A Charge for Summer: 15 weeks & what to do with them

Right before the semester ended, an email went out to professors across various disciplines, asking for advice:

How can TMU students take advantage of their summer?

The consensus?

Read. Spend time with the local church. Read some more.

“Just read. Read many things and take the time to renew your relationship with God,” said Dr. Matt McLain, assistant professor of biology and geology in the School of Science, Mathematics, Technology and Health. “It’s also a good time to really get plugged into serving your local church.”

Professor Esther Chua, chair of the English Department, agreed: “Summer break is a great way to find refreshment in the body of Christ…, take time to build relationships with those who love God, spend time with loved ones, and find time to meditate on God’s word.”

Everyone knows the school year can be exhausting, but this is “a way to build up the storehouses for the upcoming activities/responsibilities and be able to do it clear-sightedly,” Chua said.

She also suggested that students choose to read something outside of their interests by investigating the new book arrivals list at their local library.

“Summer provides 15 uninterrupted weeks to explore the new world of books,” wrote Professor Matt Brown of the Pearl S. Wismer School of Education. For those who want a method to their madness, rather than a new arrivals list, Brown offered a more systematic way of going about summer reading. In fact, he recommended taking up a summer reading challenge, and offered this one below:

  • A classic of genre fiction (i.e. mystery, science fiction, fantasy, western, etc.)
  • A book about nature
  • A one-sitting book
  • A book you have read before
  • A memoir
  • A book of social science
  • A book of fiction in translation
  • An essay anthology
  • A book about sports
  • A comic or graphic novel
  • A collection of poetry
  • An assigned book you hated (or never finished…or never read)

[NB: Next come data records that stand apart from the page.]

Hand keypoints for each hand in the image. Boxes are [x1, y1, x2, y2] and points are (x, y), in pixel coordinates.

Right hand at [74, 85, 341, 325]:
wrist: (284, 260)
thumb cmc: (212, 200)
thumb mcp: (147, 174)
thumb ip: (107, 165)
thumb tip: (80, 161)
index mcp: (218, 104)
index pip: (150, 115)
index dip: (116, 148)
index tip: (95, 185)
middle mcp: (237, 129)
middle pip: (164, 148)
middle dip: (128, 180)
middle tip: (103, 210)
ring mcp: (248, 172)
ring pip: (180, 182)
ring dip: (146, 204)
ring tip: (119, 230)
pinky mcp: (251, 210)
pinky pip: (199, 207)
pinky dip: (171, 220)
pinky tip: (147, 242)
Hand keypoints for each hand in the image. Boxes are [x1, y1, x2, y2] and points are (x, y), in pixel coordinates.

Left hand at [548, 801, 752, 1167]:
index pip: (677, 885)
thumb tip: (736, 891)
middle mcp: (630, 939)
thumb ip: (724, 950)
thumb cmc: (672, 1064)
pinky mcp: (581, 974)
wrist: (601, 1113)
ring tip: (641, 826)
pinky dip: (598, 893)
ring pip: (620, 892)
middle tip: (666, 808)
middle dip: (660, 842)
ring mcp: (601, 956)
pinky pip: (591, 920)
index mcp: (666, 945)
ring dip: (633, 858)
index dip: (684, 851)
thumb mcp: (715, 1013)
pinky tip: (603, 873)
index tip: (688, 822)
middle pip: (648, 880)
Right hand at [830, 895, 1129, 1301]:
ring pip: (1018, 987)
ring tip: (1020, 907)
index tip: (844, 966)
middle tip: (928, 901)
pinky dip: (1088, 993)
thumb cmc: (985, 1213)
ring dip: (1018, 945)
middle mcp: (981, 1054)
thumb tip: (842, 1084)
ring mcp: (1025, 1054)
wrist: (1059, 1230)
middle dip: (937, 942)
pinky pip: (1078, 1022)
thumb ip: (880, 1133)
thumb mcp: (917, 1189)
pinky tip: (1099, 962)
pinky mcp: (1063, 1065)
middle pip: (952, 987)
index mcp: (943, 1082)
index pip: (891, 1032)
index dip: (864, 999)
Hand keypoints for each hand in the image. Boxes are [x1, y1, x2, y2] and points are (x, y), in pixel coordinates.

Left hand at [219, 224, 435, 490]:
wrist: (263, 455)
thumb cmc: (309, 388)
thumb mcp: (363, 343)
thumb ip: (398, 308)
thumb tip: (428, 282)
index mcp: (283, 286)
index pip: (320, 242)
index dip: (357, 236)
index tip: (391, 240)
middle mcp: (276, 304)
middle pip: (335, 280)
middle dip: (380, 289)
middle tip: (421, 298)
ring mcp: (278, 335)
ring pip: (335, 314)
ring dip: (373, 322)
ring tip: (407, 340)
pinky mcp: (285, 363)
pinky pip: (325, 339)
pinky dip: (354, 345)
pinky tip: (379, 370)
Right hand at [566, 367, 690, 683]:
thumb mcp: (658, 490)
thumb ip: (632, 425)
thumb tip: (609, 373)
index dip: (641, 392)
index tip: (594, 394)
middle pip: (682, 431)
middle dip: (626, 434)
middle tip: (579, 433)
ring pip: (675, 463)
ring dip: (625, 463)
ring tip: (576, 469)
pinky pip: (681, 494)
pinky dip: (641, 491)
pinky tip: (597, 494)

If you follow Dr. Kevin Hill’s advice to “read every day and do something active every day” or “do both at the same time (and) put an audiobook on your phone…” then getting through Brown’s reading challenge will be a breeze.

Brown urged TMU students to “enjoy their summers” because “they don’t have too many of those left, but keep in mind that none of our time should ever be frivolously wasted.” Many alumni would say current students don’t recognize the blessing of summer break until it’s too late. Once you have a career, summers aren’t ever the same, and you likely won’t have those blissful 15 uninterrupted weeks as a working adult.

How can you make those weeks profitable, not frivolous? President Dr. John MacArthur urges the believer to ask themselves these questions when considering activities and responsibilities:

  1. Will it be spiritually profitable?
  2. Will it build me up?
  3. If I do this, will it hinder my running the race of faith?
  4. If I do this, will it be likely to start a habit? A good one or a bad one?
  5. Will it be consistent with Christlikeness?
  6. Will it glorify God?

So, read. Take advantage of your free time. Work heartily as unto the Lord alongside others who love God, and have fun. Brown concluded his advice with this: “Make it meaningful… make it count!”